**Task item**
Those lines of the data that hold the word "down" are to be copied out.

*** Opening of Supplied material ***

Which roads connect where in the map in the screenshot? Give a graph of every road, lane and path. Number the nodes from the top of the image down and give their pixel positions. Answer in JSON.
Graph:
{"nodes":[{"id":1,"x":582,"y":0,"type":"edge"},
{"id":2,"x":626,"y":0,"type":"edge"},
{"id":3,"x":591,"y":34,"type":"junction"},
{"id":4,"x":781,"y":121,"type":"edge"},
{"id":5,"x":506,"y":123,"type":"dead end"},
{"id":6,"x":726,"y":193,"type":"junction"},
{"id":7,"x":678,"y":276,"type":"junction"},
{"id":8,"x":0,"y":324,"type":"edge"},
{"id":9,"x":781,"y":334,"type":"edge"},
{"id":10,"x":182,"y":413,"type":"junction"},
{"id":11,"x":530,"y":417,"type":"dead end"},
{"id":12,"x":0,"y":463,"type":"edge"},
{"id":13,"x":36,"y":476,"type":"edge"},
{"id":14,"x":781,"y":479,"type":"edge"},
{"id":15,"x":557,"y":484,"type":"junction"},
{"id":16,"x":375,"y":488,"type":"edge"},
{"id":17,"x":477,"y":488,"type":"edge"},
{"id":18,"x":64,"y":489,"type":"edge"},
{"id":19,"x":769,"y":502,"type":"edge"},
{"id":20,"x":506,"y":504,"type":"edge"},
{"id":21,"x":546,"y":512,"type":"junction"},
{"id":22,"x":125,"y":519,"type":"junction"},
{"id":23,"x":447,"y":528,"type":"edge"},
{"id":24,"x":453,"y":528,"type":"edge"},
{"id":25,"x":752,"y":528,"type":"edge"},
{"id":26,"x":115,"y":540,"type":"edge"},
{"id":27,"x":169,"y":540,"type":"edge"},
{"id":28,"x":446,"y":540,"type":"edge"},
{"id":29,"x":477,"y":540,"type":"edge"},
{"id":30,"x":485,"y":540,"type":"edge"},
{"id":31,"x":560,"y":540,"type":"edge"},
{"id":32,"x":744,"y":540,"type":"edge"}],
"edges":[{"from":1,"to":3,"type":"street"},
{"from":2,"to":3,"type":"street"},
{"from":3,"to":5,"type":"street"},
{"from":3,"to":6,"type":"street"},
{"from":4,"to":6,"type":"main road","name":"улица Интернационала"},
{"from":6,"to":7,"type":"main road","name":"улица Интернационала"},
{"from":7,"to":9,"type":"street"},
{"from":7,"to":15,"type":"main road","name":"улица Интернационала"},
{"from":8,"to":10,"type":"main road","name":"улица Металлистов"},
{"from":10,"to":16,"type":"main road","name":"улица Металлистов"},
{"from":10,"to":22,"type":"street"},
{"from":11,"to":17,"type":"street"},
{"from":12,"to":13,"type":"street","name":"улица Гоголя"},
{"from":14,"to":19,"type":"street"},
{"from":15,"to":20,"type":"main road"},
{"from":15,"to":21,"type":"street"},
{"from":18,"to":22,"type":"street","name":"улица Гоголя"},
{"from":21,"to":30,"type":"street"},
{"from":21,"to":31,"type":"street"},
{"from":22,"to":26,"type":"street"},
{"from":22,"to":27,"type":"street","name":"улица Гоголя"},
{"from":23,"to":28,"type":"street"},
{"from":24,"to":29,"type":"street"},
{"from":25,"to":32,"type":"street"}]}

*** Close of Supplied material ***
*** Opening of Supplied material ***

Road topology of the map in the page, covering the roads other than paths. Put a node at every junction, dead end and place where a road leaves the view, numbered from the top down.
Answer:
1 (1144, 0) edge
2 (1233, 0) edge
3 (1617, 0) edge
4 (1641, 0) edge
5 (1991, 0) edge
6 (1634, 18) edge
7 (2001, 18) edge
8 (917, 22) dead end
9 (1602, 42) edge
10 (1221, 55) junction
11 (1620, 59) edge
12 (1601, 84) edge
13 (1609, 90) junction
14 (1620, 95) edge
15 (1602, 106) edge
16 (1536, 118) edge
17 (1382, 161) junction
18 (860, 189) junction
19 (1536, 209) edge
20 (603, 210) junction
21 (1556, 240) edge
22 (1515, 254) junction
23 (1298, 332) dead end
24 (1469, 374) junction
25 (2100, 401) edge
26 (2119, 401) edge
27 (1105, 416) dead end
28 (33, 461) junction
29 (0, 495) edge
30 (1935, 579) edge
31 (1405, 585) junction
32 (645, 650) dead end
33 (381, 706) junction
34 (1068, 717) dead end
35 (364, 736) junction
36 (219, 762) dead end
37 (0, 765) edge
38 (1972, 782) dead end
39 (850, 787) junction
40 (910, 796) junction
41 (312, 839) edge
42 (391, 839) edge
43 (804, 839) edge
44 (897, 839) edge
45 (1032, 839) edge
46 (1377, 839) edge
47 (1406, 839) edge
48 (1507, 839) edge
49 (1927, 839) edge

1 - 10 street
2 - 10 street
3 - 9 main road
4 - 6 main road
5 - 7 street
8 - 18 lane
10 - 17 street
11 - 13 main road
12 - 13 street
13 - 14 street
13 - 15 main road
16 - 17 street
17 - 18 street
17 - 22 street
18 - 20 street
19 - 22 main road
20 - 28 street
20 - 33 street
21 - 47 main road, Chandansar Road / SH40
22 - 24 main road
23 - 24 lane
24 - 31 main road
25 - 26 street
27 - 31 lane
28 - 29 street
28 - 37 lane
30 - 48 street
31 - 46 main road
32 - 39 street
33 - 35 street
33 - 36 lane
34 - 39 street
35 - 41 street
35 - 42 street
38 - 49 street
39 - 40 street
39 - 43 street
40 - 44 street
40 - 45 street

*** Close of Supplied material ***

**Output for this task**
Which roads connect where in the map in the screenshot? Give a graph of every road, lane and path. Number the nodes from the top of the image down and give their pixel positions. Answer in JSON.
Road topology of the map in the page, covering the roads other than paths. Put a node at every junction, dead end and place where a road leaves the view, numbered from the top down.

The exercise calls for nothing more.